Let's begin with software. Over the last decade there's been a strong tendency to develop incremental improvements to large, specialized codes. So-called legacy codes are very prominent in industry and in government laboratories, and because of their size and complexity, any improvements made are generally cosmetic and incremental at best. This can represent a serious detriment to advances in computational science. We believe that there are new algorithms, approaches, and hardware on the horizon that can only be fully exploited if we're not afraid to make a major investment in new software. In many cases, we need to retire some of these simulation codes that have been developed over the last 10 or 15 years and start anew.

Then, there is the enormous opportunity provided by the dramatic increases in speed and performance of computers and the added performance made possible by new algorithms. It will take some time to calibrate our own perceptions of computing to use these new capabilities effectively...

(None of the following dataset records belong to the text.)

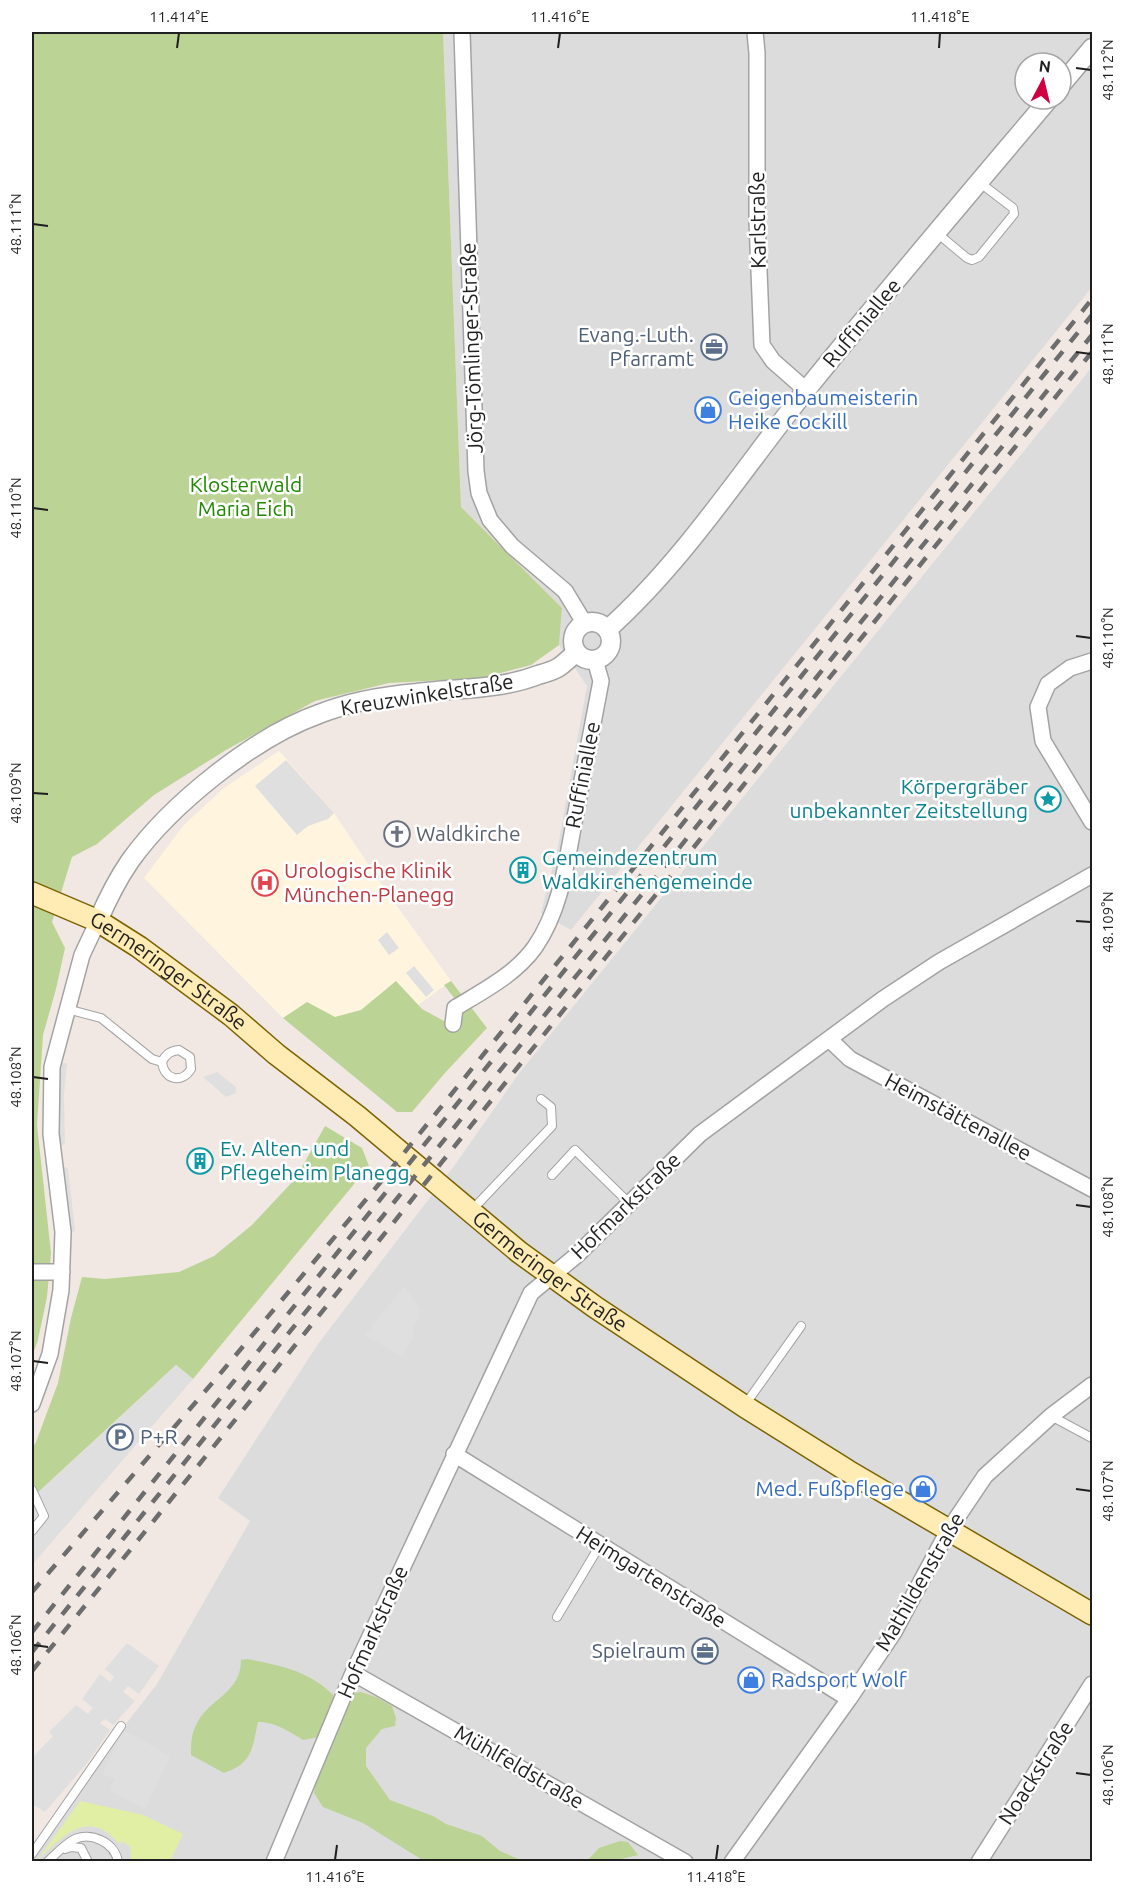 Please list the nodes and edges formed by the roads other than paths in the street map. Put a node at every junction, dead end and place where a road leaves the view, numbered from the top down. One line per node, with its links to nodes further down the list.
1 (462, 32): 9 (street, Jörg-Tömlinger-Straße)
2 (755, 32): 8 (street, Karlstraße)
3 (1092, 48): 4 (street)
4 (1073, 71)
5 (1039, 111): 6 (street, Ruffiniallee)
6 (979, 182): 7 (street, Ruffiniallee); 7 (lane)
7 (937, 233): 8 (street, Ruffiniallee)
8 (806, 390): 10 (street, Ruffiniallee)
9 (585, 624): 10 (street); 11 (street)
10 (607, 630): 12 (street)
11 (576, 652): 12 (street); 17 (street, Kreuzwinkelstraße)
12 (595, 660): 19 (street, Ruffiniallee)
13 (1092, 661): 14 (street)
14 (1092, 822)
15 (1092, 875): 20 (street, Hofmarkstraße)
16 (32, 893): 17 (main road, Germeringer Straße)
17 (98, 921): 18 (street, Kreuzwinkelstraße); 26 (main road, Germeringer Straße)
18 (67, 1009): 21 (lane); 28 (street, Kreuzwinkelstraße)
19 (453, 1024)
20 (829, 1039): 24 (street, Heimstättenallee); 25 (street, Hofmarkstraße)
21 (162, 1062)
22 (541, 1099): 26 (lane)
23 (552, 1175): 25 (lane)
24 (1092, 1189)
25 (629, 1203): 29 (street, Hofmarkstraße)
26 (471, 1211): 29 (main road, Germeringer Straße)
27 (32, 1272): 28 (street)
28 (62, 1272): 32 (street, Kreuzwinkelstraße)
29 (552, 1277): 33 (main road, Germeringer Straße); 36 (street, Hofmarkstraße)
30 (801, 1326): 33 (lane)
31 (1092, 1385): 34 (street, Mathildenstraße)
32 (32, 1404)
33 (744, 1406): 39 (main road, Germeringer Straße)
34 (1051, 1416): 35 (lane); 39 (street, Mathildenstraße)
35 (1092, 1438)
36 (454, 1454): 40 (street, Heimgartenstraße); 43 (street, Hofmarkstraße)
37 (32, 1490): 38 (lane)
38 (32, 1531)
39 (948, 1531): 41 (main road, Germeringer Straße); 45 (street, Mathildenstraße)
40 (600, 1545): 42 (lane); 45 (street, Heimgartenstraße)
41 (1092, 1614)
42 (557, 1617)
43 (353, 1673): 52 (street, Hofmarkstraße); 53 (street, Mühlfeldstraße)
44 (1092, 1684): 55 (street, Noackstraße)
45 (849, 1699): 54 (street, Mathildenstraße)
46 (122, 1726): 48 (lane)
47 (60, 1851): 49 (lane); 50 (lane); 51 (lane)
48 (32, 1854)
49 (47, 1862)
50 (88, 1862)
51 (118, 1862)
52 (274, 1862)
53 (685, 1862)
54 (732, 1862)
55 (979, 1862)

I personally feel that it's time to bite the bullet and introduce these new methodologies into the next generation of codes. There's a natural reluctance to change them because the people who use them are comfortable with them, know how to supply data to them, know what all the tricks are to get them to run, and so forth. But, sooner or later, if we're really going to exploit these opportunities to lift simulation to the next level; we're going to have to pay the price to do these major changes in a lot of our software.

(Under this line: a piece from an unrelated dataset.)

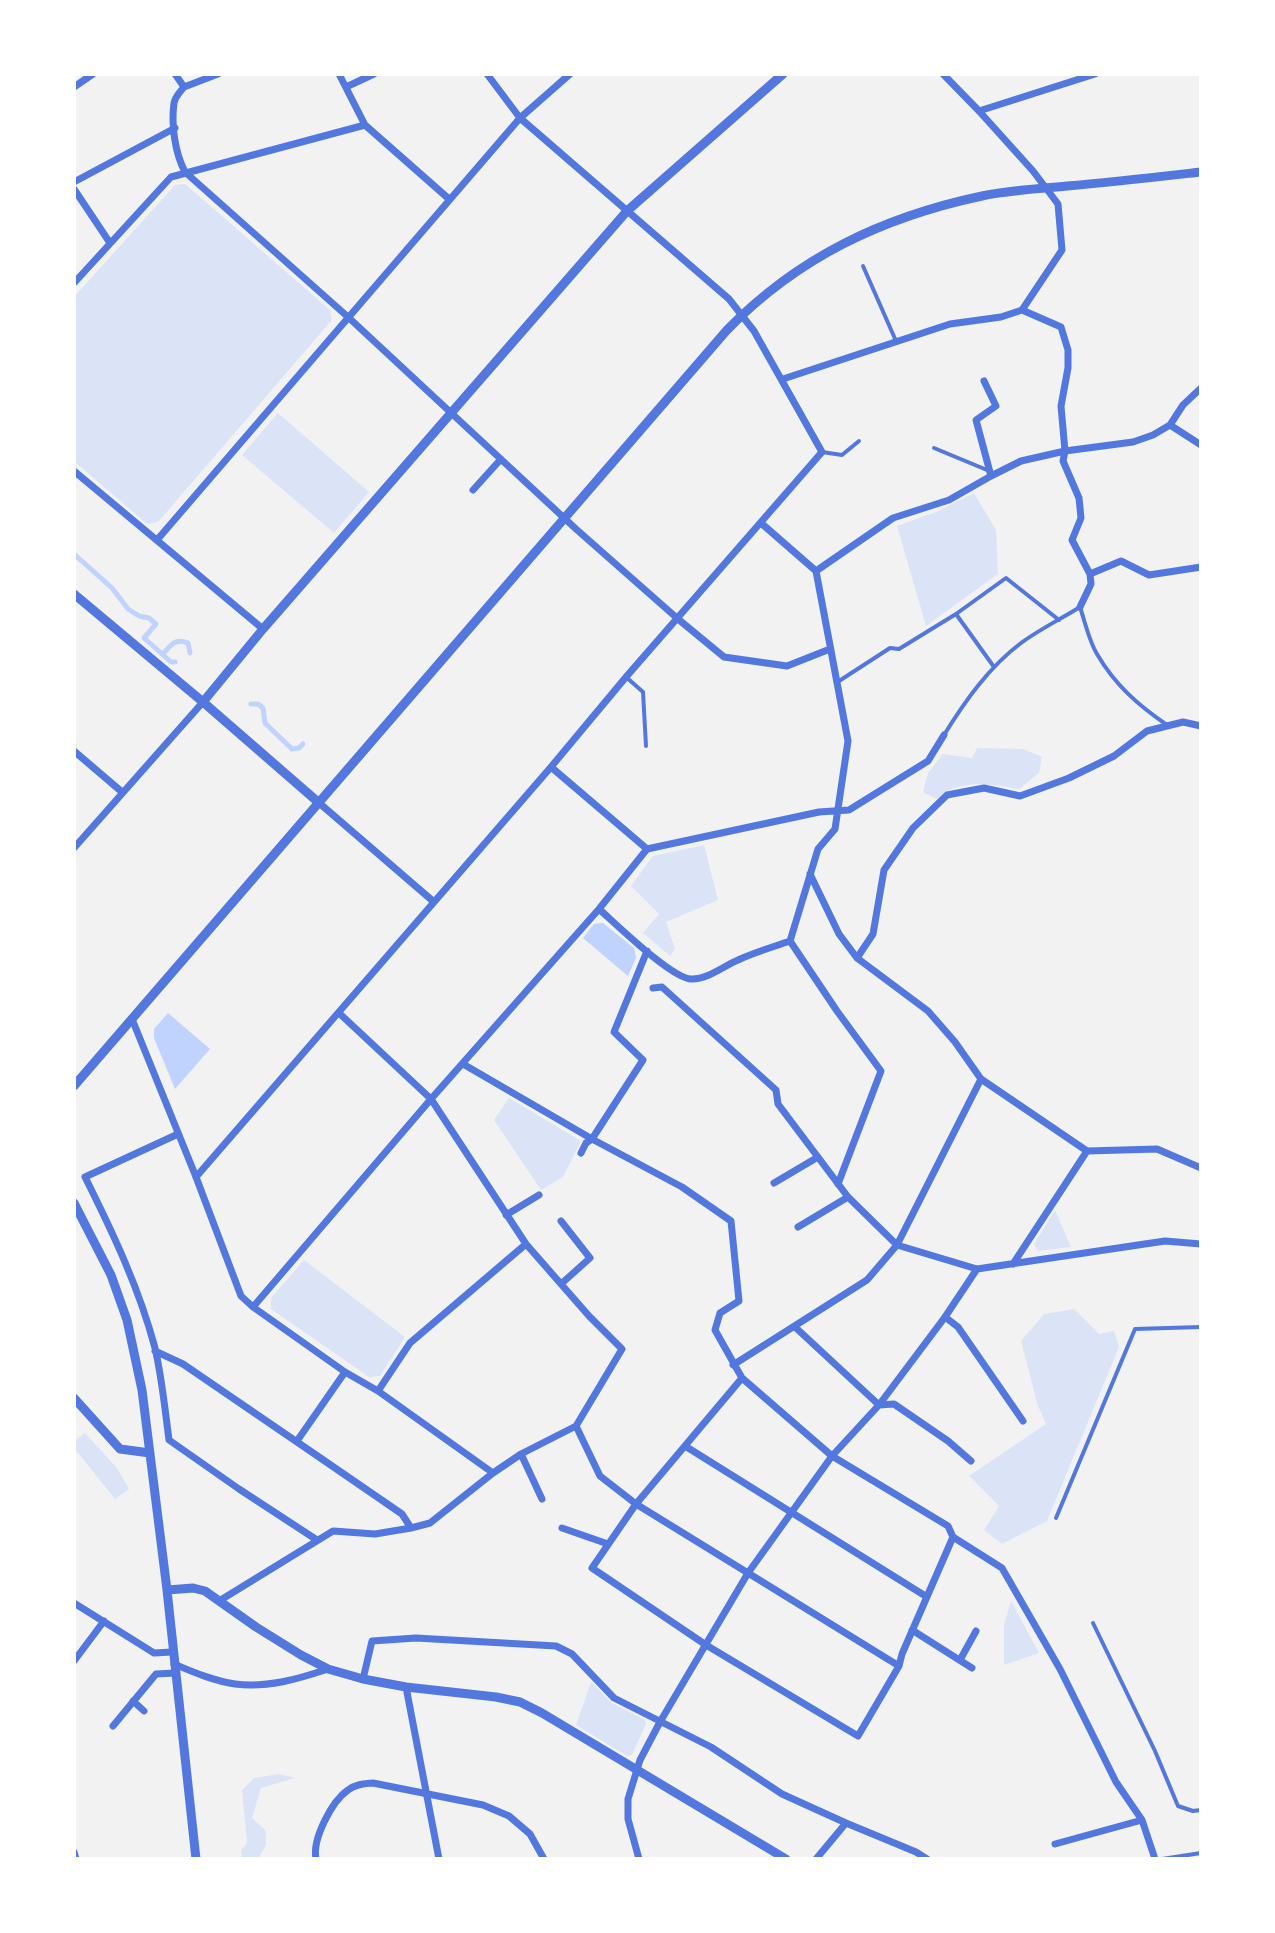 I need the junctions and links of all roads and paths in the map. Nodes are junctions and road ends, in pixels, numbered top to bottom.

The report certainly acknowledges that by talking about long-term support for high-risk research. When taking that approach, how do you walk the line between high-risk and good stewardship of the money that goes into it?

Well that's the $64,000 question. It's difficult to do. One argument is to look at the history of basic research in the U.S. Over and over again, the support of high-risk basic research has paid huge dividends. The same will be true with research on simulation science and technology. With regard to the sizable investment in software development, one must cope with the fact that the codes developed in universities come and go and often die, and students who helped write them come and go and move on. Rarely does one find the resources and the continuity in a university environment to put together really large-scale codes that do engineering and science problems. There are exceptions. But by and large, you have one or two individuals who take it on as their life's work to keep the code moving and to continue to add new features. Perhaps we can develop a research infrastructure to make this process manageable and maintainable.

Let's talk about the concept of "tyranny of scale" that's mentioned throughout the report. Why don't you describe that for us briefly?

The entire body of knowledge of the universe is partitioned into scales...Nowadays, the applications of interest that are arising in medicine, biology, material science, and manufacturing involve events where multiple time scales or spatial scales are encountered. One example is in nanomanufacutring. Today, semiconductor devices are manufactured that are 50 nanometers across. The manufacturing process may take place over seconds or a minute, but the behavior of these molecular systems may take place over a nanosecond. So there's a huge disparity between the timeframe of interest to a scientific application and the timeframe that can be covered by today's simulation tools. We want to know about an event over many spatial or temporal scales, but our current methodologies might be valid over one scale or perhaps two. This is easy to talk about, but almost impossible to do. Techniques for bridging scales are under scrutiny across many disciplines. These are problems that are virtually impossible to handle any other way than by simulation.